◆ WORK ITEM: From the first line to the last, give the data again exactly.

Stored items
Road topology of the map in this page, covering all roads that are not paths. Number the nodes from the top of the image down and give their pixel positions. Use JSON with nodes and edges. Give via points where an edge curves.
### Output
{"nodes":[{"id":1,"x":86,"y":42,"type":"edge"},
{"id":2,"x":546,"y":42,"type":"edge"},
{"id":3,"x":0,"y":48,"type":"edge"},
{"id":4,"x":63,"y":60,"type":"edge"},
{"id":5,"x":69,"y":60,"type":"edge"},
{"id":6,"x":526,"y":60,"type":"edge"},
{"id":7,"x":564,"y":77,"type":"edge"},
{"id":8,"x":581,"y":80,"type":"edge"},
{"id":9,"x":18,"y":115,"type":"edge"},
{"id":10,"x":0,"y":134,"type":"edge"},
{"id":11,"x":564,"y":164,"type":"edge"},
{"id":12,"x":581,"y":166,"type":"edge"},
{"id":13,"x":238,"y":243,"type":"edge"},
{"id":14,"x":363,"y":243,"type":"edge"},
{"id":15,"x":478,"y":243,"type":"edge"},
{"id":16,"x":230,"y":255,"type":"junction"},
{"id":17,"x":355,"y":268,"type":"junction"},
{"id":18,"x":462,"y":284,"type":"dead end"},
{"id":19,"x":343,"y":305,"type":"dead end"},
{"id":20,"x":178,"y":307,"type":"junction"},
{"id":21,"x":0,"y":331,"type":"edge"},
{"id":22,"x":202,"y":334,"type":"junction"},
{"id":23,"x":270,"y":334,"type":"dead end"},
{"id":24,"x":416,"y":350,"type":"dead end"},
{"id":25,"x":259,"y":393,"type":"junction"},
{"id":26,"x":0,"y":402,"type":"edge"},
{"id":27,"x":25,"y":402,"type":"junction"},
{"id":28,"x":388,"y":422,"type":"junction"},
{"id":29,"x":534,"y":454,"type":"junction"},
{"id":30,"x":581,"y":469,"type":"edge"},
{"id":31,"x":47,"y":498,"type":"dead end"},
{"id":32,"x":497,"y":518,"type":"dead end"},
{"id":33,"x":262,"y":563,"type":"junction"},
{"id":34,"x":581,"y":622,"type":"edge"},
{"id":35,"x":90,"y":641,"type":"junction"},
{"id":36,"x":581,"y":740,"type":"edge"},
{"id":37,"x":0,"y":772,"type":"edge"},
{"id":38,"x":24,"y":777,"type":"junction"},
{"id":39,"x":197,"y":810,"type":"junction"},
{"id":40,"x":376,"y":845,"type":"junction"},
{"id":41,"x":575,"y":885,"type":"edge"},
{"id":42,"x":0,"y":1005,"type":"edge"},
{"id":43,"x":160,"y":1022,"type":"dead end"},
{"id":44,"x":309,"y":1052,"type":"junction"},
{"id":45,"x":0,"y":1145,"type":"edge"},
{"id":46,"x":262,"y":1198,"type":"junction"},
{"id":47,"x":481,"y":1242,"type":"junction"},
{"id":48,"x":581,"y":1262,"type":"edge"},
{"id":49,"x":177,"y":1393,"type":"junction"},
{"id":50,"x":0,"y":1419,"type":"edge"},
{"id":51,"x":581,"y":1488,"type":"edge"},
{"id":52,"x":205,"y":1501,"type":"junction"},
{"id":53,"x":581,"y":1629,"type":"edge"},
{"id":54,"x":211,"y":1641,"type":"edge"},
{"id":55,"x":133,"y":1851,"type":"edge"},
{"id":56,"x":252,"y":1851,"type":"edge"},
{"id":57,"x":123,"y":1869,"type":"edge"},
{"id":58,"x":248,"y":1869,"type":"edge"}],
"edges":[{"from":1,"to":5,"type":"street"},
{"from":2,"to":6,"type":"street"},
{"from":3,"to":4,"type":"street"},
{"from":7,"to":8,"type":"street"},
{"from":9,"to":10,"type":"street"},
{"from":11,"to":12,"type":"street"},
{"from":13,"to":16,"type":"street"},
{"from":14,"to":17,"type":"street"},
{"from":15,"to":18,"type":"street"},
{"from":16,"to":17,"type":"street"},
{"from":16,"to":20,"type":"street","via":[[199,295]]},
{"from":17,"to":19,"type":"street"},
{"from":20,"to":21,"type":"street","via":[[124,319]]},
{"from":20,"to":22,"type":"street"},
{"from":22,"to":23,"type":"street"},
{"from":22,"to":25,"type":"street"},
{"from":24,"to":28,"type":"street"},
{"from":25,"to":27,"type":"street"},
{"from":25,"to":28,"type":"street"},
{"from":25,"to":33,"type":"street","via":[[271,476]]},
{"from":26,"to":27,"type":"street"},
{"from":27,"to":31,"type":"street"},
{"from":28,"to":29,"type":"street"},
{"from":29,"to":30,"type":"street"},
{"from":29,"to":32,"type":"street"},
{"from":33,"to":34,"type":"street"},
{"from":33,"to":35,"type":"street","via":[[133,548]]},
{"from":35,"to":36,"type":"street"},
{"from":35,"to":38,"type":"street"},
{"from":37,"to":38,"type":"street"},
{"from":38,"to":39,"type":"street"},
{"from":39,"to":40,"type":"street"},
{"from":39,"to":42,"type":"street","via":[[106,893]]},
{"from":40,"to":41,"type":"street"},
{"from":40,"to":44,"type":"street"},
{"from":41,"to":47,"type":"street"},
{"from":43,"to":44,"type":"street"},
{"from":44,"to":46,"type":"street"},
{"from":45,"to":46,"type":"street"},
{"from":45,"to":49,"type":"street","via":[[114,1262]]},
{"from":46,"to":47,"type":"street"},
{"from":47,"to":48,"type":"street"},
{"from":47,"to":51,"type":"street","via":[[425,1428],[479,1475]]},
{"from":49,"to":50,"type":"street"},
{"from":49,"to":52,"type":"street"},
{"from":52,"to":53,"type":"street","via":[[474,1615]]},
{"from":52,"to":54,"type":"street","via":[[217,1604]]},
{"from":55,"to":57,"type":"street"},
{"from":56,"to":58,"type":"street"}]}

◆ EXERCISE ANSWER:
Road topology of the map in this page, covering all roads that are not paths. Number the nodes from the top of the image down and give their pixel positions. Use JSON with nodes and edges. Give via points where an edge curves.
### Output
{"nodes":[{"id":1,"x":86,"y":42,"type":"edge"},
{"id":2,"x":546,"y":42,"type":"edge"},
{"id":3,"x":0,"y":48,"type":"edge"},
{"id":4,"x":63,"y":60,"type":"edge"},
{"id":5,"x":69,"y":60,"type":"edge"},
{"id":6,"x":526,"y":60,"type":"edge"},
{"id":7,"x":564,"y":77,"type":"edge"},
{"id":8,"x":581,"y":80,"type":"edge"},
{"id":9,"x":18,"y":115,"type":"edge"},
{"id":10,"x":0,"y":134,"type":"edge"},
{"id":11,"x":564,"y":164,"type":"edge"},
{"id":12,"x":581,"y":166,"type":"edge"},
{"id":13,"x":238,"y":243,"type":"edge"},
{"id":14,"x":363,"y":243,"type":"edge"},
{"id":15,"x":478,"y":243,"type":"edge"},
{"id":16,"x":230,"y":255,"type":"junction"},
{"id":17,"x":355,"y":268,"type":"junction"},
{"id":18,"x":462,"y":284,"type":"dead end"},
{"id":19,"x":343,"y":305,"type":"dead end"},
{"id":20,"x":178,"y":307,"type":"junction"},
{"id":21,"x":0,"y":331,"type":"edge"},
{"id":22,"x":202,"y":334,"type":"junction"},
{"id":23,"x":270,"y":334,"type":"dead end"},
{"id":24,"x":416,"y":350,"type":"dead end"},
{"id":25,"x":259,"y":393,"type":"junction"},
{"id":26,"x":0,"y":402,"type":"edge"},
{"id":27,"x":25,"y":402,"type":"junction"},
{"id":28,"x":388,"y":422,"type":"junction"},
{"id":29,"x":534,"y":454,"type":"junction"},
{"id":30,"x":581,"y":469,"type":"edge"},
{"id":31,"x":47,"y":498,"type":"dead end"},
{"id":32,"x":497,"y":518,"type":"dead end"},
{"id":33,"x":262,"y":563,"type":"junction"},
{"id":34,"x":581,"y":622,"type":"edge"},
{"id":35,"x":90,"y":641,"type":"junction"},
{"id":36,"x":581,"y":740,"type":"edge"},
{"id":37,"x":0,"y":772,"type":"edge"},
{"id":38,"x":24,"y":777,"type":"junction"},
{"id":39,"x":197,"y":810,"type":"junction"},
{"id":40,"x":376,"y":845,"type":"junction"},
{"id":41,"x":575,"y":885,"type":"edge"},
{"id":42,"x":0,"y":1005,"type":"edge"},
{"id":43,"x":160,"y":1022,"type":"dead end"},
{"id":44,"x":309,"y":1052,"type":"junction"},
{"id":45,"x":0,"y":1145,"type":"edge"},
{"id":46,"x":262,"y":1198,"type":"junction"},
{"id":47,"x":481,"y":1242,"type":"junction"},
{"id":48,"x":581,"y":1262,"type":"edge"},
{"id":49,"x":177,"y":1393,"type":"junction"},
{"id":50,"x":0,"y":1419,"type":"edge"},
{"id":51,"x":581,"y":1488,"type":"edge"},
{"id":52,"x":205,"y":1501,"type":"junction"},
{"id":53,"x":581,"y":1629,"type":"edge"},
{"id":54,"x":211,"y":1641,"type":"edge"},
{"id":55,"x":133,"y":1851,"type":"edge"},
{"id":56,"x":252,"y":1851,"type":"edge"},
{"id":57,"x":123,"y":1869,"type":"edge"},
{"id":58,"x":248,"y":1869,"type":"edge"}],
"edges":[{"from":1,"to":5,"type":"street"},
{"from":2,"to":6,"type":"street"},
{"from":3,"to":4,"type":"street"},
{"from":7,"to":8,"type":"street"},
{"from":9,"to":10,"type":"street"},
{"from":11,"to":12,"type":"street"},
{"from":13,"to":16,"type":"street"},
{"from":14,"to":17,"type":"street"},
{"from":15,"to":18,"type":"street"},
{"from":16,"to":17,"type":"street"},
{"from":16,"to":20,"type":"street","via":[[199,295]]},
{"from":17,"to":19,"type":"street"},
{"from":20,"to":21,"type":"street","via":[[124,319]]},
{"from":20,"to":22,"type":"street"},
{"from":22,"to":23,"type":"street"},
{"from":22,"to":25,"type":"street"},
{"from":24,"to":28,"type":"street"},
{"from":25,"to":27,"type":"street"},
{"from":25,"to":28,"type":"street"},
{"from":25,"to":33,"type":"street","via":[[271,476]]},
{"from":26,"to":27,"type":"street"},
{"from":27,"to":31,"type":"street"},
{"from":28,"to":29,"type":"street"},
{"from":29,"to":30,"type":"street"},
{"from":29,"to":32,"type":"street"},
{"from":33,"to":34,"type":"street"},
{"from":33,"to":35,"type":"street","via":[[133,548]]},
{"from":35,"to":36,"type":"street"},
{"from":35,"to":38,"type":"street"},
{"from":37,"to":38,"type":"street"},
{"from":38,"to":39,"type":"street"},
{"from":39,"to":40,"type":"street"},
{"from":39,"to":42,"type":"street","via":[[106,893]]},
{"from":40,"to":41,"type":"street"},
{"from":40,"to":44,"type":"street"},
{"from":41,"to":47,"type":"street"},
{"from":43,"to":44,"type":"street"},
{"from":44,"to":46,"type":"street"},
{"from":45,"to":46,"type":"street"},
{"from":45,"to":49,"type":"street","via":[[114,1262]]},
{"from":46,"to":47,"type":"street"},
{"from":47,"to":48,"type":"street"},
{"from":47,"to":51,"type":"street","via":[[425,1428],[479,1475]]},
{"from":49,"to":50,"type":"street"},
{"from":49,"to":52,"type":"street"},
{"from":52,"to":53,"type":"street","via":[[474,1615]]},
{"from":52,"to":54,"type":"street","via":[[217,1604]]},
{"from":55,"to":57,"type":"street"},
{"from":56,"to":58,"type":"street"}]}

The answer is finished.